Objet insolite posant le pied hors des territoires de la représentation, Fluid Grounds de Benoît Lachambre se construit dans la durée, le mouvement et la relation avec la matière et l'espace. Au coeur du projet: la manipulation de rubans adhésifs de 10 couleurs, qui seront posés sur différentes surfaces, retirés, réutilisés et transformés dans une installation mouvante s'étalant sur trois jours, à raison de huit heures par jour.

Un marathon coloré et en incessante mutation porté par cinq interprètes (Sophie Corriveau, Marcio Canabarro, Anouk Thériault, Nancy Tobin et Benoît Lachambre lui-même) et auquel les spectateurs sont invités à venir assister, pour quelques instants ou quelques heures, une ou plusieurs fois, à leur guise.

«Les gens peuvent venir quand ils veulent, comme ils veulent, c'est complètement ouvert. On va même leur demander de prendre des photos, car le regard photographique est particulier par rapport à cette création.»

La recherche somatique à partir de l'intérieur et autour de l'espace occupé par le corps, et de la façon dont le mouvement se transmue au-delà des frontières physiques - par la résonance, l'utilisation de la voix, la perception des espaces internes, la mise en relation - est au coeur du travail du créateur. Dans Fluid Grounds, l'apport de rubans adhésifs de couleur lui permet de continuer l'exploration de ces territoires dans un autre environnement.

«Il y a plusieurs qualités dans les rubans adhésifs ; d'abord, c'est une matière élastique, un peu comme la peau, ce qui nous permet de travailler avec le ressenti de la matière, les sens, l'élasticité du corps. Et puis, dans l'action de tracer des lignes ou des courbes avec le ruban, il y a du relationnel. Et les traces que le ruban laisse, même une fois enlevé, deviennent une cartographie de la relation», illustre l'artiste au regard perçant.

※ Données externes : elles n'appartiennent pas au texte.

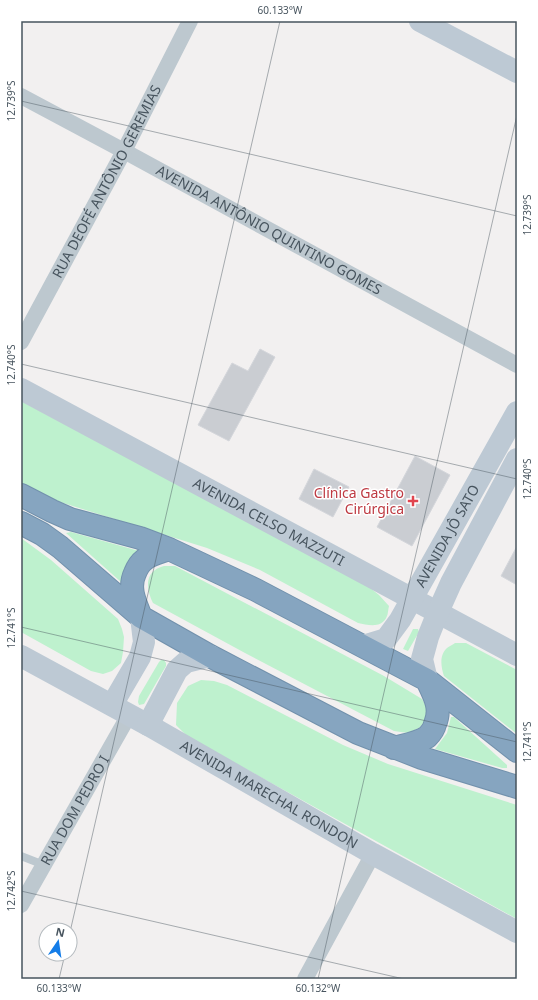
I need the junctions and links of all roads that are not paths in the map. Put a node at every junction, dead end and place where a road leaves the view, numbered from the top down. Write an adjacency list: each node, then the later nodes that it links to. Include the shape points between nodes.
1 (190, 21): 5 (street, RUA DEOFÉ ANTÔNIO GEREMIAS)
2 (420, 21): 3 (main road)
3 (517, 72)
4 (21, 96): 5 (street, AVENIDA ANTÔNIO QUINTINO GOMES)
5 (124, 151): 6 (street, RUA DEOFÉ ANTÔNIO GEREMIAS); 7 (street, AVENIDA ANTÔNIO QUINTINO GOMES)
6 (21, 342)
7 (517, 365)
8 (21, 389): 14 (main road, AVENIDA CELSO MAZZUTI)
9 (517, 412): 14 (main road, AVENIDA JÔ SATO)
10 (517, 459): 15 (main road, AVENIDA JÔ SATO)
11 (21, 495): 13 (highway, via 70,519 140,538)
12 (21, 523): 16 (highway, via 60,547)
13 (169, 549): 16 (highway, via 144,560 134,575 131,583 133,597); 17 (highway, via 256,590)
14 (412, 599): 15 (main road, AVENIDA CELSO MAZZUTI); 17 (main road, AVENIDA JÔ SATO, via 386,639)
15 (438, 612): 18 (main road, AVENIDA CELSO MAZZUTI); 21 (main road, AVENIDA JÔ SATO, via 422,660)
16 (141, 617): 20 (highway); 22 (main road, via 144,642)
17 (363, 646): 21 (highway)
18 (517, 655)
19 (21, 656): 22 (main road, AVENIDA MARECHAL RONDON)
20 (210, 656): 23 (main road, via 186,662 177,670); 24 (highway, via 358,733)
21 (427, 680): 24 (highway, via 438,710 434,728 427,737 417,742); 25 (highway)
22 (120, 710): 23 (main road, AVENIDA MARECHAL RONDON); 29 (street, RUA DOM PEDRO I)
23 (148, 725): 27 (main road, AVENIDA MARECHAL RONDON)
24 (394, 748): 26 (highway)
25 (517, 750)
26 (517, 787)
27 (374, 854): 31 (main road, AVENIDA MARECHAL RONDON); 32 (street)
28 (21, 856): 29 (lane)
29 (44, 865): 30 (street, RUA DOM PEDRO I)
30 (21, 905)
31 (517, 932)
32 (305, 979)

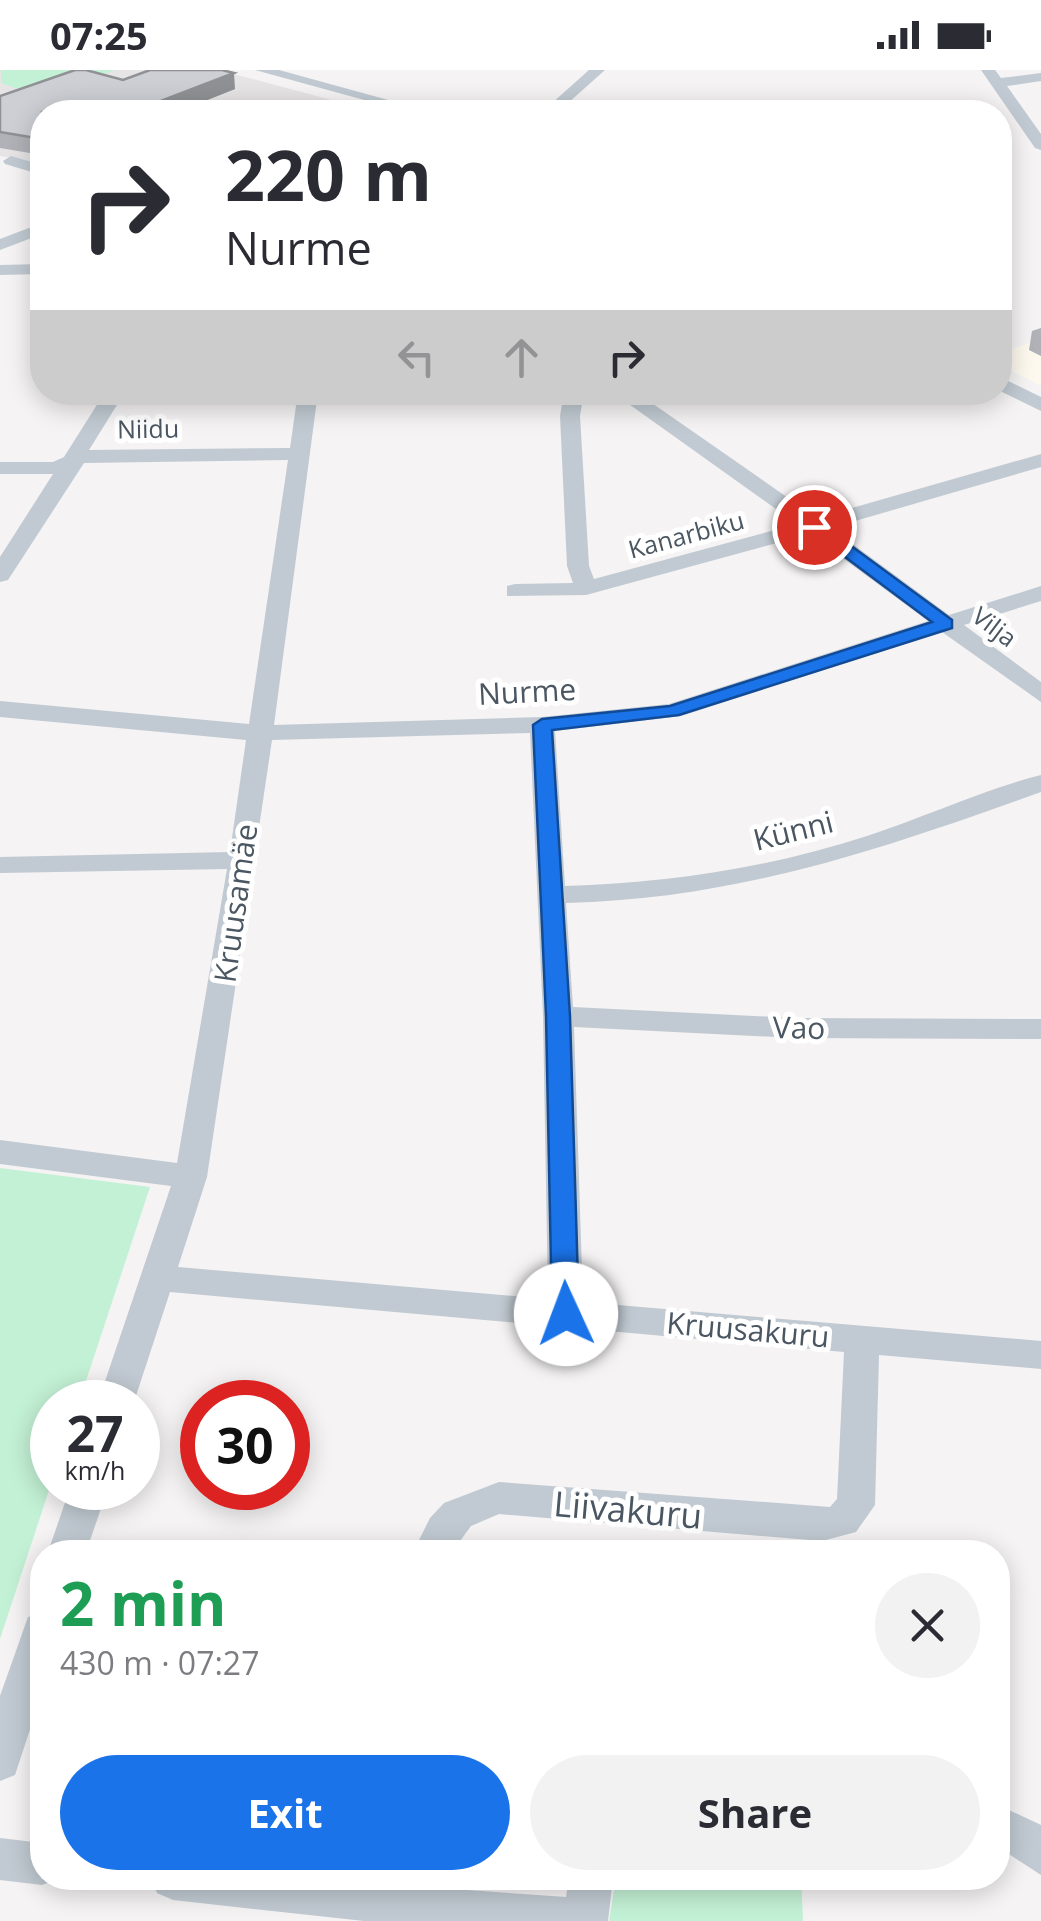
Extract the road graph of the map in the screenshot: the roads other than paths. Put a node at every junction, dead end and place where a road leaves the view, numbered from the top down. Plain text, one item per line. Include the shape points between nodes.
1 (262, 70) edge
2 (598, 70) edge
3 (991, 76) edge
4 (1041, 77) edge
5 (378, 100) edge
6 (562, 100) edge
7 (1009, 100) edge
8 (1012, 104) edge
9 (1039, 139) edge
10 (5, 162) edge
11 (30, 167) edge
12 (30, 232) edge
13 (2, 243) edge
14 (0, 270) edge
15 (30, 270) edge
16 (1012, 388) edge
17 (1041, 404) edge
18 (107, 405) edge
19 (306, 405) edge
20 (572, 405) edge
21 (640, 405) edge
22 (299, 454) junction
23 (1041, 460) edge
24 (71, 462) junction
25 (0, 468) edge
26 (814, 527) junction
27 (0, 575) edge
28 (586, 588) junction
29 (514, 592) dead end
30 (1041, 593) edge
31 (946, 624) junction
32 (1041, 694) edge
33 (0, 709) edge
34 (542, 725) junction
35 (258, 732) junction
36 (1041, 783) edge
37 (242, 860) junction
38 (0, 865) edge
39 (551, 896) junction
40 (558, 1016) junction
41 (1041, 1029) edge
42 (0, 1152) edge
43 (191, 1176) junction
44 (156, 1278) junction
45 (566, 1314) junction
46 (862, 1340) junction
47 (1041, 1355) edge
48 (123, 1380) edge
49 (81, 1510) edge
50 (72, 1540) edge
51 (437, 1540) edge
52 (30, 1667) edge
53 (0, 1761) edge
54 (1010, 1830) edge
55 (1041, 1854) edge
56 (0, 1859) edge
57 (30, 1863) edge
58 (376, 1890) edge
59 (589, 1890) edge

1 - 5 street
2 - 6 street
3 - 4 street
3 - 7 street
8 - 9 street
10 - 11 street
12 - 13 street
14 - 15 street
16 - 17 street
18 - 24 street
19 - 22 street, Kruusamäe
20 - 28 street via 578,566
21 - 26 street, Vilja
22 - 24 street, Niidu via 95,456
22 - 35 street, Kruusamäe
23 - 26 street, Kanarbiku
24 - 25 street, Niidu
24 - 27 street
26 - 28 street, Kanarbiku
26 - 31 street, Vilja
28 - 29 street, Kanarbiku
30 - 31 street, Nurme
31 - 32 street, Vilja
31 - 34 street, Nurme via 672,711
33 - 35 street, Nurme
34 - 35 street, Nurme
34 - 39 street
35 - 37 street, Kruusamäe
36 - 39 street, Künni via 781,869
37 - 38 street
37 - 43 street, Kruusamäe
39 - 40 street
40 - 41 street, Vao via 796,1028
40 - 45 street
42 - 43 street
43 - 44 street, Kruusamäe
44 - 45 street, Kruusakuru
44 - 48 street, Kruusamäe
45 - 46 street, Kruusakuru
46 - 47 street, Kruusakuru
46 - 51 street, Liivakuru via 856,1505 842,1520 822,1525 500,1498 464,1506
49 - 50 street
52 - 53 street
54 - 55 street
56 - 57 street
58 - 59 street via 395,1907 585,1920

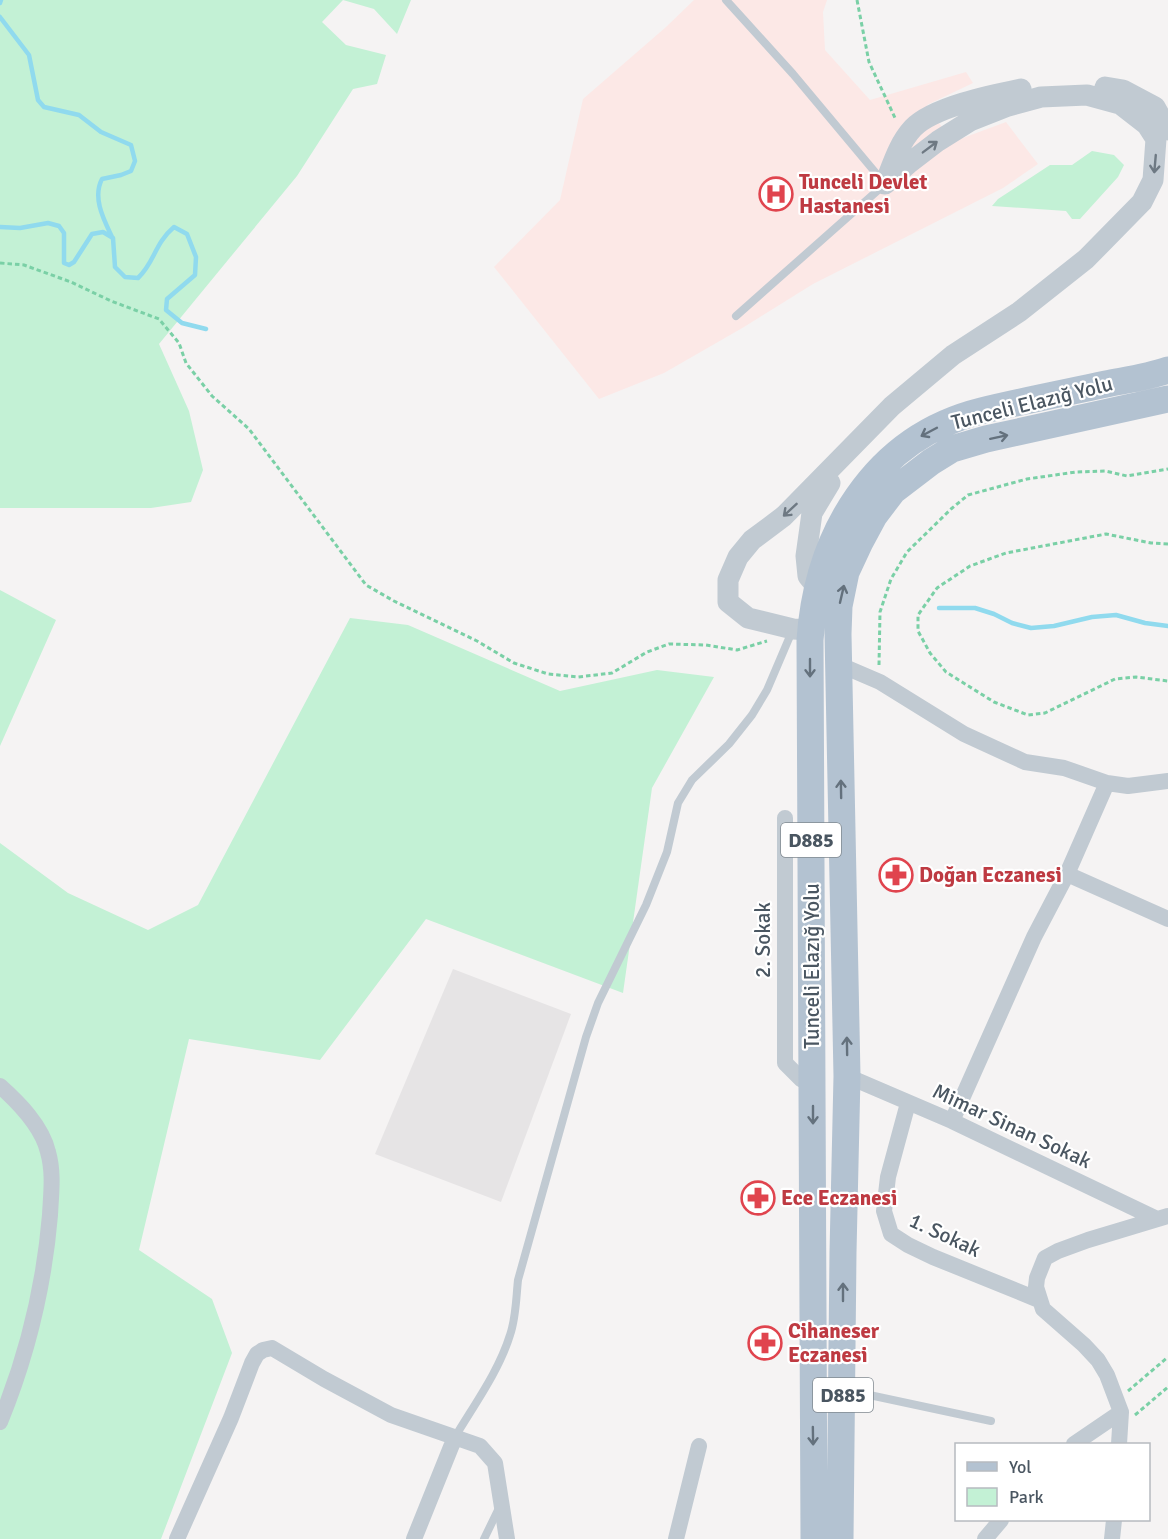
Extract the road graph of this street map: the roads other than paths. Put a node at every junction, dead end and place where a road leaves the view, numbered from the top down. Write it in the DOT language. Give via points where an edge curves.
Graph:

L'espace, d'abord rempli d'arcs-en-ciel, muera lentement, au fil de manipulations très physiques et s'inscrivant dans la durée, sur une structure composée d'un plancher et de murs, installée à même le vaste espace de l'Atrium des Grands Ballets.

«Les quatre premières heures, tout est rempli d'arcs-en-ciel. À partir de là, l'espace se met à bouger beaucoup, la matière se transforme constamment. On enlève tout, mais le défaire fait partie du faire. On introduit différentes actions de performance: par exemple, on vient créer des boules très serrées avec les rubans, un petit peu comme si on venait récupérer l'histoire et la concentrer, comme l'ADN, en quelque sorte.»

Avec cette nouvelle création, Benoît Lachambre continue également sa quête hors des terrains foulés de la représentation, lui qui invitait les spectateurs à poser leurs mains sur des parties de son corps afin de susciter le mouvement dans Lifeguard, présenté au FTA l'an dernier.

«Je questionne vraiment la représentation. Je suis beaucoup plus intéressé par le lien, les différentes qualités d'être, de coexistence, l'intimité. Dans Lifeguard, je travaillais beaucoup sur les espaces entre les gens, le relationnel. Fluid Grounds est une continuité de ce travail-là, mais de façon beaucoup moins directive. Ce n'est pas spectaculaire dans la forme ou dans l'exécution d'un "spectacle". On vient plutôt créer un lieu, une façon d'interagir et c'est nécessaire de le faire pendant longtemps pour être dans le "vivre", dans l'être», conclut-il.

______________________________________________________________________________

Dans l'Atrium des Grands Ballets à partir de demain, 1er juin, jusqu'au 3 juin, dans le cadre du FTA. Entrée libre.